Si tratta di una disparità incomprensibile – afferma Marco Pasquini Segretario generale della FP CGIL di Bologna – chi lavora tutti i giorni su strada per la raccolta dei rifiuti e la pulizia delle strade nelle stesse condizioni di esposizione al sole di lavoratrici e lavoratori delle categorie ricomprese nell’ordinanza regionale, non può essere trattato diversamente.
L’ordinanza della Regione Emilia Romagna, entrata in vigore lo scorso 3 giugno che dispone il divieto di lavorare in condizioni di esposizione prolungata al sole dalle ore 12,30 alle 16,00 nei settori agricolo e florovivaistico, nei cantieri edili, nei piazzali della logistica e, da quest’anno, nelle cave e nella consegna merci con mezzi a pedalata anche assistita effettuata da raider, non ha infatti considerato le lavoratrici e i lavoratori del comparto igiene ambientale esposti al pari di quelli delle categorie prese inconsiderazione.

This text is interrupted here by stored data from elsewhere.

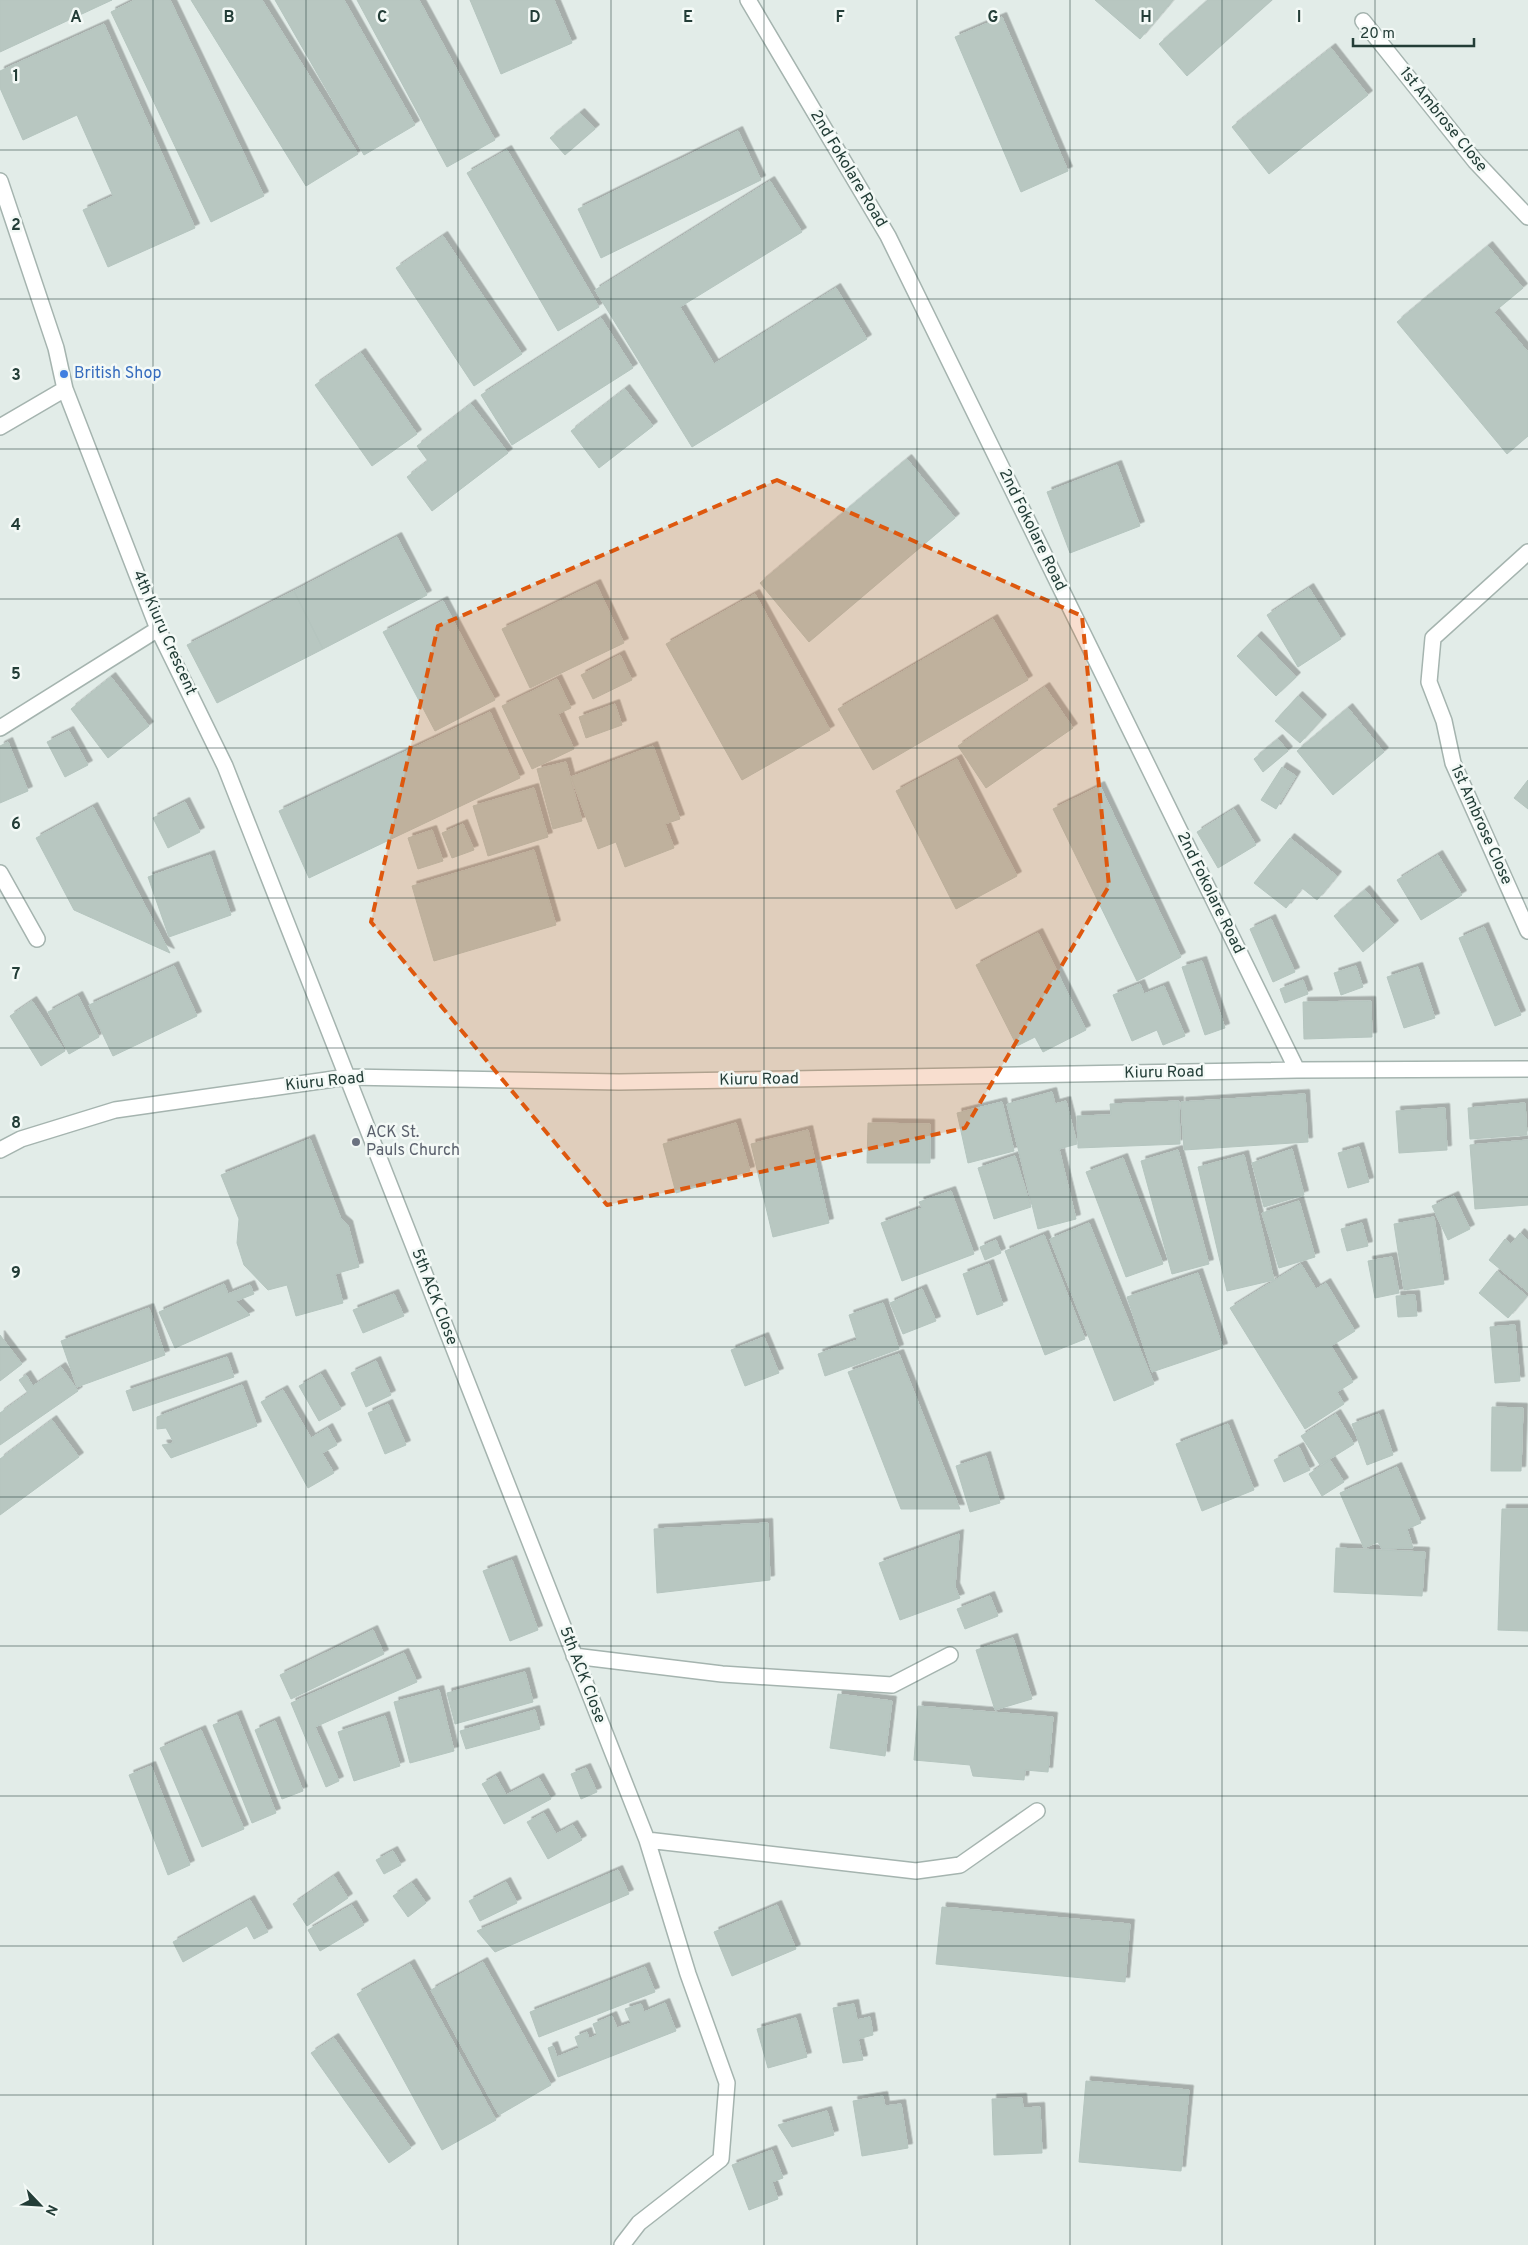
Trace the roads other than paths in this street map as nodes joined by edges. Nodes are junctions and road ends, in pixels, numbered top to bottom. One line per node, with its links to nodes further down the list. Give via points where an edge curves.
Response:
1 (748, 0): 14 (street, 2nd Fokolare Road, via 888,236)
2 (1362, 20): 4 (street, 1st Ambrose Close, via 1475,161)
3 (0, 181): 5 (street, 4th Kiuru Crescent, via 56,348)
4 (1528, 217)
5 (65, 388): 6 (street); 8 (street, 4th Kiuru Crescent)
6 (0, 428)
7 (1528, 552): 11 (street, 1st Ambrose Close, via 1433,638 1429,682 1444,721 1453,763)
8 (158, 629): 9 (street); 15 (street, 4th Kiuru Crescent, via 224,766)
9 (0, 728)
10 (0, 873): 12 (street)
11 (1528, 931)
12 (37, 939)
13 (1528, 1069): 14 (street, Kiuru Road)
14 (1297, 1070): 15 (street, Kiuru Road, via 619,1082)
15 (348, 1077): 16 (street, Kiuru Road, via 115,1110 20,1139); 18 (street, 5th ACK Close)
16 (0, 1150)
17 (950, 1655): 18 (street, via 892,1685 722,1674)
18 (574, 1656): 20 (street, 5th ACK Close)
19 (1037, 1811): 20 (street, via 960,1865 916,1871)
20 (646, 1840): 21 (street, 5th ACK Close, via 688,1974 727,2083 721,2159 638,2223)
21 (622, 2245)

In considerazione di tale esclusione – aggiunge Pasquini – come categoria stiamo chiedendo alle aziende del settore che ancora non l’hanno fatto, di aprire immediatamente il confronto sindacale, per individuare a livello aziendale misure organizzative e tutele per i loro operatori che lavorano in condizioni di esposizione prolungata al sole. Al contempo – conclude Pasquini – auspichiamo che la Regione Emilia Romagna comprenda formalmente nella sua ordinanza lavoratrici lavoratori che quotidianamente operano per garantire un servizio fondamentale per le comunità.